Le parti républicain n'a pas eu beaucoup de temps pour prendre le contrôle de l'histoire. Ils ont imprimé des copies du refus de Garfield et les ont expédiées en Californie «dans une voiture spéciale à San Francisco», le San Francisco Chronicle signalé. "Le voyage à travers le continent sera le plus rapide jamais effectué par un train." (Personne n'a noté que ces trains cruciaux et rapides étaient susceptibles de voyager sur des voies construites par la main-d'œuvre chinoise.)
Garfield a perdu la Californie, par 144 voix seulement. Mais il a remporté les élections. Bien qu’il ait une large marge de victoire au collège électoral, lors du vote populaire, la marge de victoire de Garfield est la plus mince de l’histoire de l’élection présidentielle américaine: moins de 10 000 voix séparent les deux candidats..
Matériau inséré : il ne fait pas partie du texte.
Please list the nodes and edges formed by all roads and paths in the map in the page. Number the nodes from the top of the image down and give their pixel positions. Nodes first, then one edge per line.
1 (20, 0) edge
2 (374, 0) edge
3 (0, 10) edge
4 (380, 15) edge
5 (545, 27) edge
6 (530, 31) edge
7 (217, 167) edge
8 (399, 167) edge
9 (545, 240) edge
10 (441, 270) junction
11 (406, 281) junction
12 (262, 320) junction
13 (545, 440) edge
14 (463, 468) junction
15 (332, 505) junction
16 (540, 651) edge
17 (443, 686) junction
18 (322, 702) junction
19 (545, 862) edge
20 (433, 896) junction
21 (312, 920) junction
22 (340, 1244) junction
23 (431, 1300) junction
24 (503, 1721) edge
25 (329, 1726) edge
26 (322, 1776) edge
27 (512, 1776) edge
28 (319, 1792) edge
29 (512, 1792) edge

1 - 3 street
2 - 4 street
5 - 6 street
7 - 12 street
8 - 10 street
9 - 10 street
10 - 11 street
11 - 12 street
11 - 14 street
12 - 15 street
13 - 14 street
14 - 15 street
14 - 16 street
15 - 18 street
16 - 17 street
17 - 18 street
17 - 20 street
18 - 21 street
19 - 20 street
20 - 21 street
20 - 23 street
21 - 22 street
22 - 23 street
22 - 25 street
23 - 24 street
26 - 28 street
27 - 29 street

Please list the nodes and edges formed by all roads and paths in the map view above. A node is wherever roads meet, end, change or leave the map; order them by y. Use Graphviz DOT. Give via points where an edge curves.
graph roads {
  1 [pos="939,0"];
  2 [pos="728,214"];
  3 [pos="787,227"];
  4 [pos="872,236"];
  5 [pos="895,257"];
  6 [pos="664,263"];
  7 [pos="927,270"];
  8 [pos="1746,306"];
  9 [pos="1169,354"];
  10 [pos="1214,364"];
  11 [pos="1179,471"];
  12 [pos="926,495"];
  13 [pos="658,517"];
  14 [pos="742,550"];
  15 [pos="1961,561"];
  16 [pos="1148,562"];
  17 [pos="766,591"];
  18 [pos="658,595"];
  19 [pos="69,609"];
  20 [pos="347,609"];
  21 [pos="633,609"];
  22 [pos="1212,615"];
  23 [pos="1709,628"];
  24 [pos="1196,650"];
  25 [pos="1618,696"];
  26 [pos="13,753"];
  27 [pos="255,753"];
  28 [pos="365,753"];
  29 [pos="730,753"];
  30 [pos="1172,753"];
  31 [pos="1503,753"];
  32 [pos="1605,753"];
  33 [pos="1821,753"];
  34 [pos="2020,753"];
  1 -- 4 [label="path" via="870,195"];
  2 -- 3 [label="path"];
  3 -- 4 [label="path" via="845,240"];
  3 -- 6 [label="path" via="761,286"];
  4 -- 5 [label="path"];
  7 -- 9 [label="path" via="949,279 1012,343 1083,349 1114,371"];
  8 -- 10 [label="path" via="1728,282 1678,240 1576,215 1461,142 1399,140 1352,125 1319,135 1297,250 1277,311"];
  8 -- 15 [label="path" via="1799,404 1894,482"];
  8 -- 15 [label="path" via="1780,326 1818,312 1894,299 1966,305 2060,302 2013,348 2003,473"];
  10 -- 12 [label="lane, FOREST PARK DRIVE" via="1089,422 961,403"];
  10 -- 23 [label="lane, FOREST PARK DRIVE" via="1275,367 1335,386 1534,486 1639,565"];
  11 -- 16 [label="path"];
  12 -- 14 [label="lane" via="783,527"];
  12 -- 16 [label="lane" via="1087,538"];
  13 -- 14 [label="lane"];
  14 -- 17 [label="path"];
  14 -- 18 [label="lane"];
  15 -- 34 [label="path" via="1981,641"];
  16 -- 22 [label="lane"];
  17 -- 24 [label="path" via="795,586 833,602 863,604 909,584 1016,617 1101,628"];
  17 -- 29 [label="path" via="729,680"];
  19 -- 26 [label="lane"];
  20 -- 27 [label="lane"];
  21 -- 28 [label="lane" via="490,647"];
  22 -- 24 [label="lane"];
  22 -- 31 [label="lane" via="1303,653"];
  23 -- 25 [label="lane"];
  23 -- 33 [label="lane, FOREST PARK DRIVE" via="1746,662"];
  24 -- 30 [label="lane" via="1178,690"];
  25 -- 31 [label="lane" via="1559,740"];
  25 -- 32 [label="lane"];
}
Le scandale de la lettre de Morey a perduré pendant des années après les élections, même après l'assassinat de Garfield (pour des raisons différentes) six mois après le début de son mandat. Le journaliste qui a initialement publié la lettre, Kenward Philp, a été jugé pour diffamation et falsification. Décrit par un journal contemporain comme "un petit bonhomme au front haut", il était connu comme un farceur politique, ce qui ne l'aidait pas du tout..
Mais Philp a été acquitté du crime. La seule personne à avoir été emprisonnée était l'un des deux témoins prétendument payés par le parti démocrate pour témoigner qu'ils connaissaient H.L. Morey. Mais Morey n'existait pas et n'avait jamais existé; les deux témoins ont fini par l'admettre. L'un d'entre eux a été reconnu coupable de parjure et condamné à 8 ans d'emprisonnement à Sing Sing. «Selon l'auteur, qu'il ne peut pas documenter, c'est probablement le farceur Kenward Philp qui a écrit la lettre Morey», a écrit l'historien Ted C. Hinckley dans l'un des récits les plus approfondis du scandale..
Une enquête contemporaine, publiée en 1884, a blâmé un autre coupable, un avocat «avec une passion innée pour l'intrigue et une soif de notoriété». En fin de compte, personne ne sait vraiment qui a écrit la lettre de Morey, décrite par un avocat républicain à l'époque comme «la réalisation la plus extraordinaire et la plus tristement célèbre en matière de fraude politique jamais perpétrée par un parti politique dans ce pays».